El takfir salafista dirige su condena a cuatro ámbitos: la libertad individual, la igualdad civil, la separación de espacio público y privado y la pluralidad del islam. Así, el takfirismo se ha venido plasmando en batallas concretas de gran visibilidad: contra el atuendo supuestamente no islámico, como la no velación femenina o el afeitado masculino; contra la participación de las mujeres y los no musulmanes en la vida política; contra la no islamización del espacio público, que incluye la persecución de cualquier intercambio social entre sexos, el consumo de bebidas y alimentos haram o la cultura no religiosa; y contra las prácticas del islam popular, desde las visitas a los mausoleos a las celebraciones sufíes.
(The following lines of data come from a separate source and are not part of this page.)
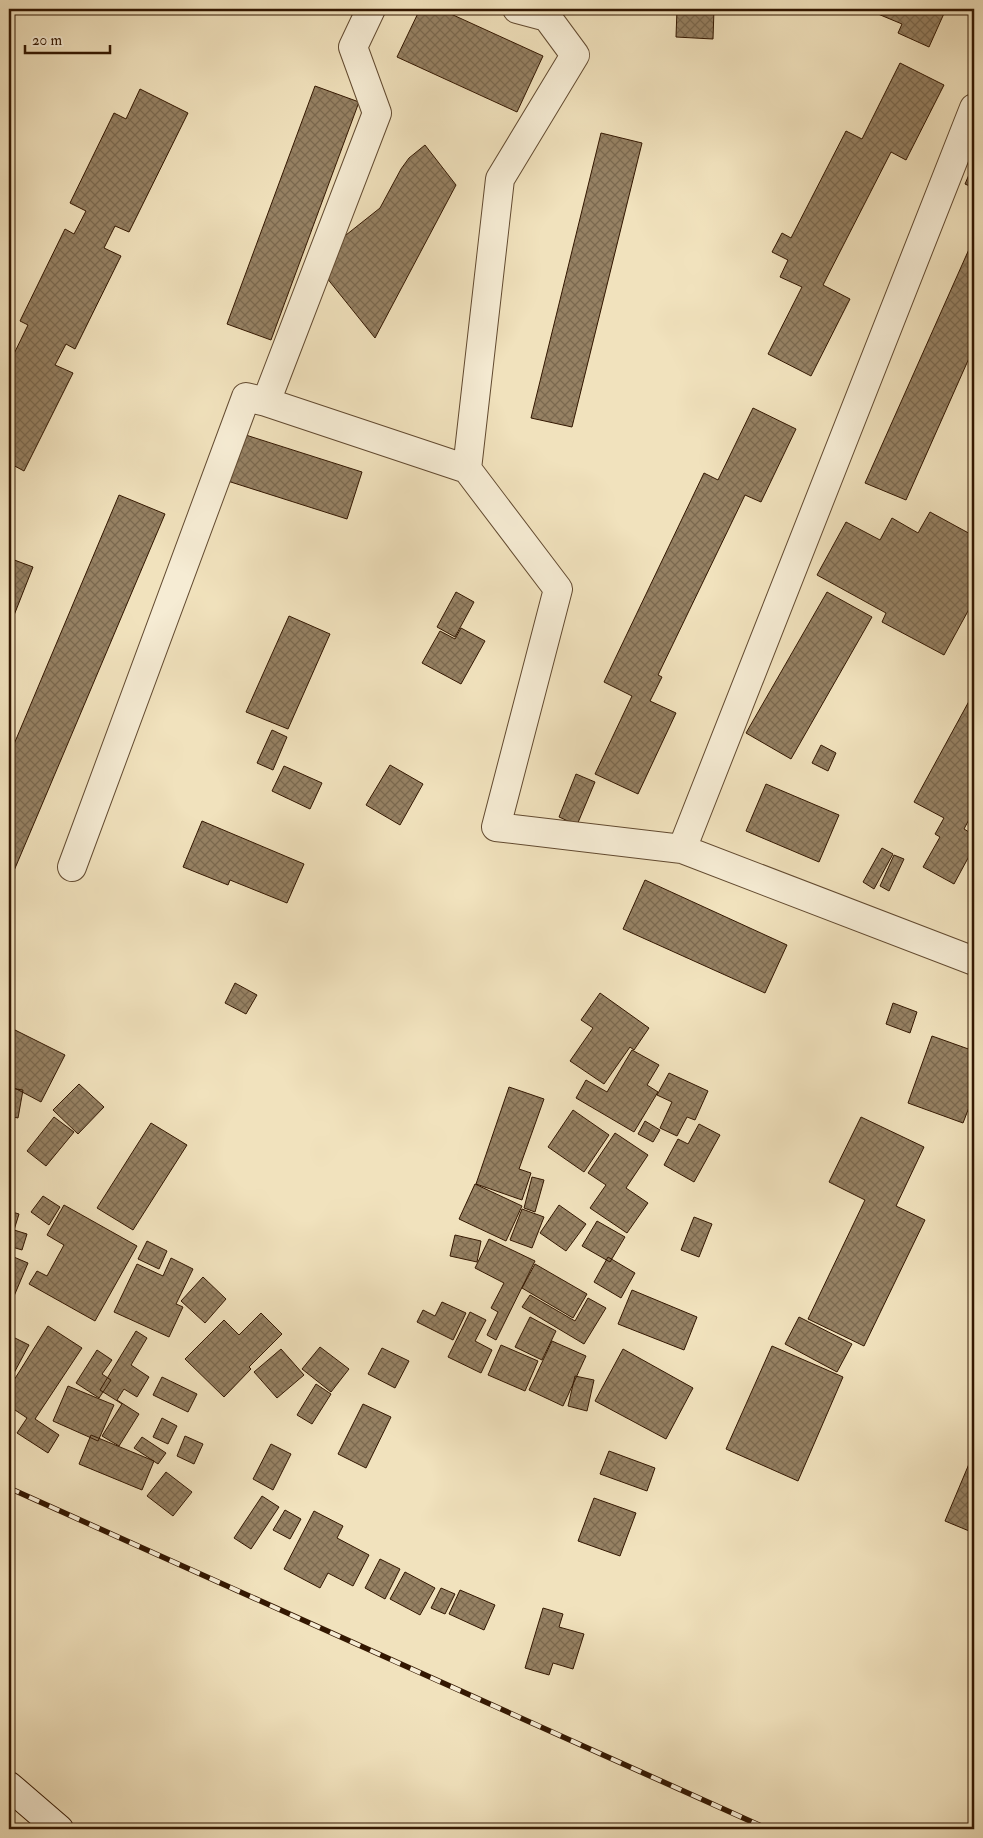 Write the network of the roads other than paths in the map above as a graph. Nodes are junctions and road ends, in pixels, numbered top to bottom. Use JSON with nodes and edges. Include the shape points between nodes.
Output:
{"nodes":[{"id":1,"x":371,"y":9,"type":"edge"},
{"id":2,"x":517,"y":9,"type":"edge"},
{"id":3,"x":974,"y":108,"type":"edge"},
{"id":4,"x":266,"y":402,"type":"junction"},
{"id":5,"x":467,"y":469,"type":"junction"},
{"id":6,"x":682,"y":849,"type":"junction"},
{"id":7,"x":72,"y":867,"type":"dead end"},
{"id":8,"x":974,"y":961,"type":"edge"},
{"id":9,"x":9,"y":1786,"type":"edge"},
{"id":10,"x":59,"y":1829,"type":"edge"}],
"edges":[{"from":1,"to":4,"type":"street","via":[[354,47],[377,113]]},
{"from":2,"to":5,"type":"street","via":[[547,18],[575,55],[500,179]]},
{"from":3,"to":6,"type":"street"},
{"from":4,"to":5,"type":"street"},
{"from":4,"to":7,"type":"street","via":[[246,396]]},
{"from":5,"to":6,"type":"street","via":[[558,589],[496,827]]},
{"from":6,"to":8,"type":"street"},
{"from":9,"to":10,"type":"street"}]}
Sin embargo, durante todo el siglo XX, el siglo de vida de las agrupaciones salafistas, nacidas en Egipto pero rápidamente reproducidas por todo el mundo islámico, la obsesión por la reislamización de la vida pública se ha mantenido al margen de la implicación en la vida política. Buena parte de la fuerza del proselitismo salafista ha residido históricamente en su apelación al sentimiento, al corazón y no a la razón del buen musulmán, de modo que, en manos de líderes hábiles y con la conveniente financiación, la religión se convertía en una forma de control social. El miedo a la pérdida de la identidad islámica, siempre en peligro y siempre expresada en términos genéricos y de forma dialéctica –en un primer tiempo contra el poder colonial, en un segundo contra un Occidente nebuloso–, ha centrado su estrategia.
 
Por el contrario, el islamismo gestado en el entorno de los Hermanos Musulmanes, tanto egipcios como árabes en general, incluido Ennahda tunecino, ha hecho de la religión una ideología alternativa al orden nacional establecido, no solo en lo social, sino también y sobre todo en lo político. Esto no ha impedido que en Egipto y Túnez las agrupaciones salafistas hayan actuado de manera distinta hasta el estallido de las revueltas en 2011: con quietismo apolítico las egipcias; mediante el enfrentamiento violento pero sin alternativa política las tunecinas, lo cual determinará a la postre su relación con los regímenes posrevolucionarios. Desde la década de los setenta, las dos grandes agrupaciones salafistas egipcias, Ansar al Sunna al Muhammadiya y Al Dawa al Salafiya, basaron su estrategia en el control de la predicación a través de la expansión de su red de mezquitas y en la búsqueda de fórmulas doctrinales que no les enfrentaran con el gobernante. Si bien los líderes de Ansar abogaron insistentemente por la no interferencia en el gobierno, los de Al Dawa sostenían que aunque el gobernante era impío, no se le podía combatir, porque no había llegado el tiempo de hacer la yihad con la espada, sino con el corazón y la lengua, esto es, mediante la dawa, la predicación.
 
Esta connivencia de ambas agrupaciones con el régimen de Hosni Mubarak facilitó su expansión, pues su versión moral de la sharia hacía de contrapeso a la pujanza política de los Hermanos Musulmanes. Así, cuando en enero de 2011 las manifestaciones populares obligaron a sus líderes a una toma de posición, sus jeques más emblemáticos, Rashad al Shafii y Yasir al Burhami, respectivamente, llamaron a sus seguidores a quedarse en casa. Por el contrario, los salafistas tunecinos, peor implantados y con un largo pasado de represión bajo el régimen de Zine el Abidine Ben Ali, estuvieron desde el principio a la cabeza de la lucha callejera. Menos numerosos y organizados que sus correligionarios egipcios, supieron, sin embargo, hacerse con una cuota de visibilidad contestataria desde un primer momento: se sumaron al clima general de protesta y, durante la primera campaña electoral, acapararon el discurso sobre la reivindicación de la identidad islámica del país, enfrentándose abiertamente a las fuerzas laicistas. Éstas, a su vez, reaccionaron adoptando un discurso defensivo sobre su legitimidad islámica, que a la postre retroalimentó las pretensiones salafistas".